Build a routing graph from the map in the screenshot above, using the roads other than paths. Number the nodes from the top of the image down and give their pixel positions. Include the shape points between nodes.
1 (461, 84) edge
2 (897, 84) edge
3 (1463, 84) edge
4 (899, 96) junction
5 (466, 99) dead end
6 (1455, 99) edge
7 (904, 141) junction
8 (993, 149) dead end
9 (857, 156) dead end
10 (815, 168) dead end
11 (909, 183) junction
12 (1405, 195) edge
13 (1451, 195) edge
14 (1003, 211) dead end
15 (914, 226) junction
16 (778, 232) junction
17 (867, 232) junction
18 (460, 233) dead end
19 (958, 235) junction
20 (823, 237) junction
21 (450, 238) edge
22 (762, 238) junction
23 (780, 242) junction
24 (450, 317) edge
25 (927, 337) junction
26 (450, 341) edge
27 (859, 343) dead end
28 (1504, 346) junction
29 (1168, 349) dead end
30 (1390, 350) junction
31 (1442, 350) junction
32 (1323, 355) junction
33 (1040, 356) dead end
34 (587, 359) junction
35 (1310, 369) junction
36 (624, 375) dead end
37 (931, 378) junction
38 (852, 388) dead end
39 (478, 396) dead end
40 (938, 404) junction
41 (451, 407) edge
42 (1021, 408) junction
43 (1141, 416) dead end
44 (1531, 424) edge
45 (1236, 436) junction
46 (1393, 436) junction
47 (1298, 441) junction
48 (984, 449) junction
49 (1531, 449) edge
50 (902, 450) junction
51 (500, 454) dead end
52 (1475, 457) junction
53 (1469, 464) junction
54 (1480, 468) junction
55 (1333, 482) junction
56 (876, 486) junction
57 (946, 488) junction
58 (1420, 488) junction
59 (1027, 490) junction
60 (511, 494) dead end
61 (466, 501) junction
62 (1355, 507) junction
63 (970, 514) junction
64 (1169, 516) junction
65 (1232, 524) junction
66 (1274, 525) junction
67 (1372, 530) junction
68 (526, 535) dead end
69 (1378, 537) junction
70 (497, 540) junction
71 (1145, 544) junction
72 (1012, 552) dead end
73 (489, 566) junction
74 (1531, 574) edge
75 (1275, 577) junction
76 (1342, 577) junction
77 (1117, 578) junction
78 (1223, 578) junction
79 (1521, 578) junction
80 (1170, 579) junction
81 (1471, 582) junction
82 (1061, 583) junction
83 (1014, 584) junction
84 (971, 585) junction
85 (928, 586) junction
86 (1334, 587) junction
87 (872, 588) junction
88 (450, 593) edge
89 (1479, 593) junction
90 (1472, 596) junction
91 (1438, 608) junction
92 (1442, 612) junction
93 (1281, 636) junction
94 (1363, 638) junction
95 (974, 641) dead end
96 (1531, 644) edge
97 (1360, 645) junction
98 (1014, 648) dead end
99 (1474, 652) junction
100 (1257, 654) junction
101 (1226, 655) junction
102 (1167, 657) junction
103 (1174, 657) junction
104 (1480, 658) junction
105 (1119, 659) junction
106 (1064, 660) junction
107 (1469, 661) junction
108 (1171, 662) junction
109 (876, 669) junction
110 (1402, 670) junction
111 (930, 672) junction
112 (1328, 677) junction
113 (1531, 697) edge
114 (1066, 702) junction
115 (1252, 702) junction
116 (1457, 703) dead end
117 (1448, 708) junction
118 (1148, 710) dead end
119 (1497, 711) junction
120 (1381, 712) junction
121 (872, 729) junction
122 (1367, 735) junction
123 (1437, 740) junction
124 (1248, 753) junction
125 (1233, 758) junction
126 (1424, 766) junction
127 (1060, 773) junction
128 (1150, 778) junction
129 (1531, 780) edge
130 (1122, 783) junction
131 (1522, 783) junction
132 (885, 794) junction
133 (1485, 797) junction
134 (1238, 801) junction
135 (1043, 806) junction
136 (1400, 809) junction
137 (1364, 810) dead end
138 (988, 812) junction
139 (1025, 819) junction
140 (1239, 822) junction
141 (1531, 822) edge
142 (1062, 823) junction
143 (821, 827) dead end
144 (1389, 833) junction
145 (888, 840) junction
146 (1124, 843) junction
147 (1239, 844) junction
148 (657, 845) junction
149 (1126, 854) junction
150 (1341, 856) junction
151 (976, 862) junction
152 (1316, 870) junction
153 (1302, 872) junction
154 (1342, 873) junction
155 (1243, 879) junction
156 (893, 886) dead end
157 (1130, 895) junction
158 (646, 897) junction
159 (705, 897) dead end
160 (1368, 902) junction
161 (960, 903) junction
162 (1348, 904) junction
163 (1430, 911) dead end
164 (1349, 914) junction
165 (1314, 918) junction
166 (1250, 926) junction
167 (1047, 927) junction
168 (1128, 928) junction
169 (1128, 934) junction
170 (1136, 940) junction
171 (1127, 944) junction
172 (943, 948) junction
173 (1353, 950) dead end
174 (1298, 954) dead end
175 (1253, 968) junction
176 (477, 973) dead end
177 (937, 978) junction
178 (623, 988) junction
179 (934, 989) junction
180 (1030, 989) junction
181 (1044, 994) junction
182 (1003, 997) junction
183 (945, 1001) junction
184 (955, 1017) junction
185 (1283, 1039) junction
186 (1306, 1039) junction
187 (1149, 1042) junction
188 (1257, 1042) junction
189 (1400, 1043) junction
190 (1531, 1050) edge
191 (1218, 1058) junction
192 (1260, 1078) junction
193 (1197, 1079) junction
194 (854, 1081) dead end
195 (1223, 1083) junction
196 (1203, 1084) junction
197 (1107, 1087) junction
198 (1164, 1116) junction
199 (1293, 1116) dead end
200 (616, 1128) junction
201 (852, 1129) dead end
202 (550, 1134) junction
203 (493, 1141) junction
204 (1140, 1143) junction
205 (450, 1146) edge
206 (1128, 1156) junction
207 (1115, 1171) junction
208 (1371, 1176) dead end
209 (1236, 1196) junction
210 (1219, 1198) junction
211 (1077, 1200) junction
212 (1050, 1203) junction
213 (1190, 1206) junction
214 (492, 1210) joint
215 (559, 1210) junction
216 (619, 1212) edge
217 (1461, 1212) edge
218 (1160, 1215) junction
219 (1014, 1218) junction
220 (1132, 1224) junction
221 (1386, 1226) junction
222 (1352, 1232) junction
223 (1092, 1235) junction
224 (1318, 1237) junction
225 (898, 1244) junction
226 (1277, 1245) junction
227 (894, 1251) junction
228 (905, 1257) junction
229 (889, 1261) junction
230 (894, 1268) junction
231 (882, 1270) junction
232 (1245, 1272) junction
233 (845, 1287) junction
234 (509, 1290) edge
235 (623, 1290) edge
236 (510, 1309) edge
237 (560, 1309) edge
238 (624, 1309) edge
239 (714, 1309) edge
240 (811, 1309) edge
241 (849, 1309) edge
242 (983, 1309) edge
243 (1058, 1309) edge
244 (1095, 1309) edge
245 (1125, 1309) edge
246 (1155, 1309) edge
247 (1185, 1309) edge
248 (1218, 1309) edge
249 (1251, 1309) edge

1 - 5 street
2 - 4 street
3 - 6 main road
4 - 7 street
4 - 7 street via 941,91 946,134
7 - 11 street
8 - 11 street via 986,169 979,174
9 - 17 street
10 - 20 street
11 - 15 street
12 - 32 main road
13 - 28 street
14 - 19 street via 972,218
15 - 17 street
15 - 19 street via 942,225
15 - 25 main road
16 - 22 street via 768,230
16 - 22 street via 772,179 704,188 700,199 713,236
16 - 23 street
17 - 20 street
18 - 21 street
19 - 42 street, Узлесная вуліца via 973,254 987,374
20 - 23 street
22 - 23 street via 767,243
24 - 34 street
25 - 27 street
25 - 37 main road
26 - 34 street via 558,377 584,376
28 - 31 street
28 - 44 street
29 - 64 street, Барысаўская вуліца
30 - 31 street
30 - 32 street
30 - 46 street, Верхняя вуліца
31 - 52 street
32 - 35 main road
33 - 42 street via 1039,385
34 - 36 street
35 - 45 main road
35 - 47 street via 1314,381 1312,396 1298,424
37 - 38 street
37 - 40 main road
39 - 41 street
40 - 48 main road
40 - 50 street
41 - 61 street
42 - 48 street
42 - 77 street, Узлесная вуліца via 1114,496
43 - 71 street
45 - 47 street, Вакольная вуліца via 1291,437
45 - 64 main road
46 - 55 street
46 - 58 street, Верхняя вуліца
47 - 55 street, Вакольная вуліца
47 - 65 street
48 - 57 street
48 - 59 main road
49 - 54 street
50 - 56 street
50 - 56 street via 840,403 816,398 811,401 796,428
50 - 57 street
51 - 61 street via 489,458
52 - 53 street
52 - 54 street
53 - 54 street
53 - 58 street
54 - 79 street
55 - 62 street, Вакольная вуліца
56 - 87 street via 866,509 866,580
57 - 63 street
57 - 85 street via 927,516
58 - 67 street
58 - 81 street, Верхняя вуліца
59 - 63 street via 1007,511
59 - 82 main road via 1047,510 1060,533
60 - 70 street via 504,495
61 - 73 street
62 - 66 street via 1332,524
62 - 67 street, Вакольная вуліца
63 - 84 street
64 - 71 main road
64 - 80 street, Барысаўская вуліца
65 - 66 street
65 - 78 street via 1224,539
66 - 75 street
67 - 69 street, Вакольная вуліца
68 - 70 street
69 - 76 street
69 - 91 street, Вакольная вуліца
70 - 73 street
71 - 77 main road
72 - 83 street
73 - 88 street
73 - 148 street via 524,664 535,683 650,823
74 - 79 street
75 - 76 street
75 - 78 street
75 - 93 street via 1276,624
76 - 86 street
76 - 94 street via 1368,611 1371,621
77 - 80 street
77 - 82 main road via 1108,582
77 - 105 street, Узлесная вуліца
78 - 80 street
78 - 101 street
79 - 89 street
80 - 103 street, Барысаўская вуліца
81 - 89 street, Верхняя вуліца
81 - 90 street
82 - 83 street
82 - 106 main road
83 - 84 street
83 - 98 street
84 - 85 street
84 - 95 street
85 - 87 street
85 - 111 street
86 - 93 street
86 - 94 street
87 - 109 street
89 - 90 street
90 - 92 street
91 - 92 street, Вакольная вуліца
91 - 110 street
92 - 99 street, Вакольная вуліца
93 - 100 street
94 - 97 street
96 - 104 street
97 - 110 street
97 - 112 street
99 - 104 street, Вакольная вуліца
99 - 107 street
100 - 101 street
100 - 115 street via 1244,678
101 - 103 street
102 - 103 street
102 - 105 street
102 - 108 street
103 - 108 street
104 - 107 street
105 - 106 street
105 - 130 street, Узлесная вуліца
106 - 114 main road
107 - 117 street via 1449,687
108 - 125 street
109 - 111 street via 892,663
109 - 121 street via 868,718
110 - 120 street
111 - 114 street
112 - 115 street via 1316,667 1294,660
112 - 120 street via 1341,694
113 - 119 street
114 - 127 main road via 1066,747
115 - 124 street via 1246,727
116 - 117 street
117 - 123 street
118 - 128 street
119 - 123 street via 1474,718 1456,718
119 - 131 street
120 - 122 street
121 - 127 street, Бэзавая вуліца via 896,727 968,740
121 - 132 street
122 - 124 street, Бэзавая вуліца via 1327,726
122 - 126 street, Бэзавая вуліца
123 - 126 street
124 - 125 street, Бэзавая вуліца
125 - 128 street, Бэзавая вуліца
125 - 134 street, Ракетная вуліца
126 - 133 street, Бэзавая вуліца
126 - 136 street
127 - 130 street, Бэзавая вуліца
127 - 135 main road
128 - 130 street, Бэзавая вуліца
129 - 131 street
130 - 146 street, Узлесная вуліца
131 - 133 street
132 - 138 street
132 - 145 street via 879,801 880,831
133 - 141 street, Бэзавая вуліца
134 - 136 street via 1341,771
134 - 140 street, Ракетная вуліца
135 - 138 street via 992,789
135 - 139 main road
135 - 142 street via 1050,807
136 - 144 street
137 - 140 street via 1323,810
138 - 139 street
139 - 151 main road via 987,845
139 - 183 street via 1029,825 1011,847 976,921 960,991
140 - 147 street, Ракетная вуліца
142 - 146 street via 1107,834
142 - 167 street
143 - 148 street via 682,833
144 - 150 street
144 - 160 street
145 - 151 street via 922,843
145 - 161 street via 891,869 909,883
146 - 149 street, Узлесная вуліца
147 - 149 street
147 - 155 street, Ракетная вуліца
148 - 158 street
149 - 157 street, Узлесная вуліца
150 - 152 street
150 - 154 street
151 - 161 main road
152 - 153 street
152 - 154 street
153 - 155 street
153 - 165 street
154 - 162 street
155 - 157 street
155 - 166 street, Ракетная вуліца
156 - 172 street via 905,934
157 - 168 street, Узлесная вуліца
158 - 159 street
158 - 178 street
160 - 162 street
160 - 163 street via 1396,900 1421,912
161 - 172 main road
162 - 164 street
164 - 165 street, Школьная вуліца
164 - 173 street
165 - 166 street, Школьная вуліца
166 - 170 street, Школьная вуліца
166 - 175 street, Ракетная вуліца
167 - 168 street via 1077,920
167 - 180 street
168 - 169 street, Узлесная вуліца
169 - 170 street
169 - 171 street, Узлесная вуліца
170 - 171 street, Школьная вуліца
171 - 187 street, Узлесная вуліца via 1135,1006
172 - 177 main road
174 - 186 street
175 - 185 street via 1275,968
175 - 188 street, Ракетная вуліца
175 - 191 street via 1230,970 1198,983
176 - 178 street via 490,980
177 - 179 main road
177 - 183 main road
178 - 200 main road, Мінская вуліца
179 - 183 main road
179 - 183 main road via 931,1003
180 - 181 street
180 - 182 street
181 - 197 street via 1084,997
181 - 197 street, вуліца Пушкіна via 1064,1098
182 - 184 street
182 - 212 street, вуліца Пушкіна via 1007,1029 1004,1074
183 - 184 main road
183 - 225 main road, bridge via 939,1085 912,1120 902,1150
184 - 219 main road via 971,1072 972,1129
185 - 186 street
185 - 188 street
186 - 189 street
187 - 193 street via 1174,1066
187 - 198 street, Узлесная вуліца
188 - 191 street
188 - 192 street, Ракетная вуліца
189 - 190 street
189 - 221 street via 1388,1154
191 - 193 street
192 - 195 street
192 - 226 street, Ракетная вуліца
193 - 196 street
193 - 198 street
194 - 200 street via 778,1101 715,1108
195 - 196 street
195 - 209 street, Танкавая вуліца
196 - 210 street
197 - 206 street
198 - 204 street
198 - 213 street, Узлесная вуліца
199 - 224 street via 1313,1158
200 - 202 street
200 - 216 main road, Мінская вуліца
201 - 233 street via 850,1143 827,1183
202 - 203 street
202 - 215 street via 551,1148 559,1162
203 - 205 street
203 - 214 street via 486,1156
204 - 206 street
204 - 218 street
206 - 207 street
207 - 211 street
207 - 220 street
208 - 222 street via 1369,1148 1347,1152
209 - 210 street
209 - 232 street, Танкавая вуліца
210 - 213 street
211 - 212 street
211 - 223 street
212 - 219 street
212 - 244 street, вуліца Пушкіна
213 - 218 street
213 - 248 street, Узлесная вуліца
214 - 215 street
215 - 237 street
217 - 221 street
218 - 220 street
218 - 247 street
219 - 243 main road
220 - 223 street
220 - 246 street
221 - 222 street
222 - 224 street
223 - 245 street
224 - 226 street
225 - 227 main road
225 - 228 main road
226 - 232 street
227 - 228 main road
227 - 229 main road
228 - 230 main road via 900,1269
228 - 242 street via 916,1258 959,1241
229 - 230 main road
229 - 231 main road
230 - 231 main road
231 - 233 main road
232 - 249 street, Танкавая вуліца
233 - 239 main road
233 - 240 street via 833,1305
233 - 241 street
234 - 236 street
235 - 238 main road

> **Task brief**: Check each line of the listing above. Copy it if it holds the string "Школьная".

> **Answer to this exercise**:
164 - 165 street, Школьная вуліца
165 - 166 street, Школьная вуліца
166 - 170 street, Школьная вуліца
170 - 171 street, Школьная вуліца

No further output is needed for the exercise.